The integrity of Kenya’s electoral process has long rested on a singular, foundational document: the Register of Voters (RoV). Following the contested elections of 2007 and 2013, the Independent Electoral and Boundaries Commission (IEBC) turned to professional auditing firm KPMG to perform deep-dive health checks on the voter list.
By merging the insights from the 2017 Stakeholder Presentation and the 2022 Final Audit Report, a clear trajectory of improvement, and persistent failure, emerges. As the country looks toward the 2027 General Election, the gaps identified in these two cycles present a roadmap of the challenges that could once again ignite political friction.
In 2017, the audit was born out of a history of mistrust. The primary focus was establishing a baseline. KPMG’s methodology was centered on basic deduplication and verifying that the Biometric Voter Registration (BVR) system was actually functioning.
By 2022, the audit had become more sophisticated but also revealed more complex systemic issues. While the total number of voters grew from roughly 19.6 million in 2017 to 22.1 million in 2022, the vulnerabilities shifted from simple double-registrations to deep-seated data synchronization failures between the IEBC and other government agencies.
The combined reports highlight three critical gaps that remain unresolved:
1. The ghost voter phenomenon
In 2022, KPMG identified 246,465 deceased voters still on the roll. While the 2017 audit made recommendations to “strike off” the dead, the 2022 report proves that the manual process of removing names is failing to keep pace with mortality rates. The gap lies in the lack of a real-time link between the Civil Registration Services (Deaths) and the IEBC database.
2. Data mismatches and invalid IDs
The 2022 audit found 164,269 records with invalid IDs and over 226,000 records where the ID number matched but the name didn’t. This suggests a dirty data entry process or a failure in the National Registration Bureau (NRB) data-sharing pipeline. In 2017, this was viewed as a technical glitch; by 2022, it appeared to be a systemic vulnerability.

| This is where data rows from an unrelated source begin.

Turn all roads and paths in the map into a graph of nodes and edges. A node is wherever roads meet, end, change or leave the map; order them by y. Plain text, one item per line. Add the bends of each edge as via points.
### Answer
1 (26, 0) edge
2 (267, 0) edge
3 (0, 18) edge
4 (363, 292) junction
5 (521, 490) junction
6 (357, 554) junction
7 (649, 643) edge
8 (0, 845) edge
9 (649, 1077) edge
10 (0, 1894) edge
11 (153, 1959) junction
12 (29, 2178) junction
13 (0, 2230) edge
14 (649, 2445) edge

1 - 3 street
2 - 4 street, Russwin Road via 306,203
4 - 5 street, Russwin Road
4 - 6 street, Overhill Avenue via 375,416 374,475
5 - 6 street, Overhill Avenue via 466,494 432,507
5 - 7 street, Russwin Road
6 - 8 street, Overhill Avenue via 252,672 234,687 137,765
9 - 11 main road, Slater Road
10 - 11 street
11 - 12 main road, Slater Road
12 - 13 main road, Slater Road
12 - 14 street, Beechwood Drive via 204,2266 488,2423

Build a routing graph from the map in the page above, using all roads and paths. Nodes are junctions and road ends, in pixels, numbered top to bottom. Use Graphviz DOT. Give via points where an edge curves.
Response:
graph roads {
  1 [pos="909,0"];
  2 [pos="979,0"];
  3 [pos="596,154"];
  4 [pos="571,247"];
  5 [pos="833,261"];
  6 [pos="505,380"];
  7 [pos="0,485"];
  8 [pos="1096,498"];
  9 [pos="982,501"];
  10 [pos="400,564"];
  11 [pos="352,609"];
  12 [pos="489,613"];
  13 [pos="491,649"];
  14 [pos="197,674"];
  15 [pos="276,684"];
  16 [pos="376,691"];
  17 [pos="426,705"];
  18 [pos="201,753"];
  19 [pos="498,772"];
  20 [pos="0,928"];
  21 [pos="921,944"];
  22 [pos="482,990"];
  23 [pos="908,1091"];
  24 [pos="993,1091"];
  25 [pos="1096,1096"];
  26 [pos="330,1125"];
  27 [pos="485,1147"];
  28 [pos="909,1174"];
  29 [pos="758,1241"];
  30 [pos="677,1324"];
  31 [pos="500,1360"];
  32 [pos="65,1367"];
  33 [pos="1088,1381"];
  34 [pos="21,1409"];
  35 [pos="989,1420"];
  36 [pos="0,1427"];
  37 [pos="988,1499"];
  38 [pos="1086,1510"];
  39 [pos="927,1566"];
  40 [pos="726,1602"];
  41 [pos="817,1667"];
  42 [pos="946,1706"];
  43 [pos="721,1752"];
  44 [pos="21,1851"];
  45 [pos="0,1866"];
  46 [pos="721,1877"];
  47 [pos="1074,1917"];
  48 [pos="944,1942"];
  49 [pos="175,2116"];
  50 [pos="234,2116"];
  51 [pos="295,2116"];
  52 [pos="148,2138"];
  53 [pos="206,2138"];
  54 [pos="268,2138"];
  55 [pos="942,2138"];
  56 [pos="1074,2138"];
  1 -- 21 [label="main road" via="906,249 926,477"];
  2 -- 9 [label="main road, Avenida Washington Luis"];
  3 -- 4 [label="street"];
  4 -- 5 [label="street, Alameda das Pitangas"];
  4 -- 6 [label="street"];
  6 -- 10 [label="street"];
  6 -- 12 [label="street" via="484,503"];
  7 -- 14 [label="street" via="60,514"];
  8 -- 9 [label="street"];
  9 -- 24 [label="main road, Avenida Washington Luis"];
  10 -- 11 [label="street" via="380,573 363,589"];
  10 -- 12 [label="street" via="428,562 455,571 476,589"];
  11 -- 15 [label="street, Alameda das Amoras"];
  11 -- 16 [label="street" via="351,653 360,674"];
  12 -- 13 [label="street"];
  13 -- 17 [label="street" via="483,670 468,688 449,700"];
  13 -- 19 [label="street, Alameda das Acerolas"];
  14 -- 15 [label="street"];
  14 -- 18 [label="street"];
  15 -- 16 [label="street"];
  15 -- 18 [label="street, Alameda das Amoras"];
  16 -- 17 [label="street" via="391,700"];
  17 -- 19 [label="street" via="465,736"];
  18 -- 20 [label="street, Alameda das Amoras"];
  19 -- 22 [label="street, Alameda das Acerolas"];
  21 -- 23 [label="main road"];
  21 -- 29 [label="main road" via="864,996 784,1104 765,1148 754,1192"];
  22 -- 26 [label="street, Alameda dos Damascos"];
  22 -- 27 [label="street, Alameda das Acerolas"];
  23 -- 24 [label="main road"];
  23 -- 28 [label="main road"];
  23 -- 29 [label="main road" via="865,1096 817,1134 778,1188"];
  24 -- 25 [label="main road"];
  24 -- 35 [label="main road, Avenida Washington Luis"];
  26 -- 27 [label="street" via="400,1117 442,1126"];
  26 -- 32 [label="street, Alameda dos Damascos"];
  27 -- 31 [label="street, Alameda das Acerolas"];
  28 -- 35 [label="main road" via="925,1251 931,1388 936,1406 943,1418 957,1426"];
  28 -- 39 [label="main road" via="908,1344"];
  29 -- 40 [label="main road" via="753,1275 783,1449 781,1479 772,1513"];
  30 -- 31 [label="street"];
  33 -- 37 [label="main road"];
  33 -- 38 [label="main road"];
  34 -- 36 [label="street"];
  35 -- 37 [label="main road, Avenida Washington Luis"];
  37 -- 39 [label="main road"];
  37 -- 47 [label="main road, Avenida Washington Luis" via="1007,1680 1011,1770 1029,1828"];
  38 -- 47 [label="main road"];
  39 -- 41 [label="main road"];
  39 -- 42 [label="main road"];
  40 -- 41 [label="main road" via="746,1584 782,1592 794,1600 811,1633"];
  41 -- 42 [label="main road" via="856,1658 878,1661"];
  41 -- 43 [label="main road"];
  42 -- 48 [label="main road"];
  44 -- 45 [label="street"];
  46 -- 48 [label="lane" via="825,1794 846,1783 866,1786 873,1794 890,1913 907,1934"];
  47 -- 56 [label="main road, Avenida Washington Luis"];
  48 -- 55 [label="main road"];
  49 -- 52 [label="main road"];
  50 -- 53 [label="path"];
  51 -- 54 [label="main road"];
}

3. Technology migration risks
A significant gap identified in 2022 was the transition from IDEMIA to Smartmatic systems. The audit noted that the IDEMIA system was decommissioned before the new system was fully ready to handle transfers, creating a “blackout” period for voter updates. This “vendor-hopping” creates data integrity risks during the migration of millions of biometric templates.
Looking Forward to 2027
As Kenya prepares for 2027, the gaps identified by KPMG serve as a warning. If these issues are not addressed, the following challenges will likely define the next cycle:
1. The crisis of inclusivity and youth apathy
The 2022 report highlighted a significant lag in youth registration despite a high eligible population according to census data. By 2027, millions of Gen Z and Gen Alpha citizens will be eligible. If the IEBC cannot bridge the gap between National ID issuance and Voter Registration, a massive portion of the population will remain disenfranchised, leading to questions of the election’s legitimacy.
2. Legal disqualification loophole
One of the most concerning gaps in the 2022 audit was the inability to track voters of unsound mind or those convicted of election offenses. Because medical and judicial records are not digitized or linked to the IEBC, the constitutional requirements for voter qualification (Article 83) are currently unenforceable. In 2027, this could be a major point of legal contention in election petitions.
3. Real-time integration vs. periodic auditing
The 2017 and 2022 reports both show that a one-off audit conducted months before an election is a band-aid solution. The challenge for 2027 is moving toward Continuous Auditability. Without a live interface between the NRB (IDs), Immigration (Passports), and the IEBC, the register will always be dirty by the time the audit starts.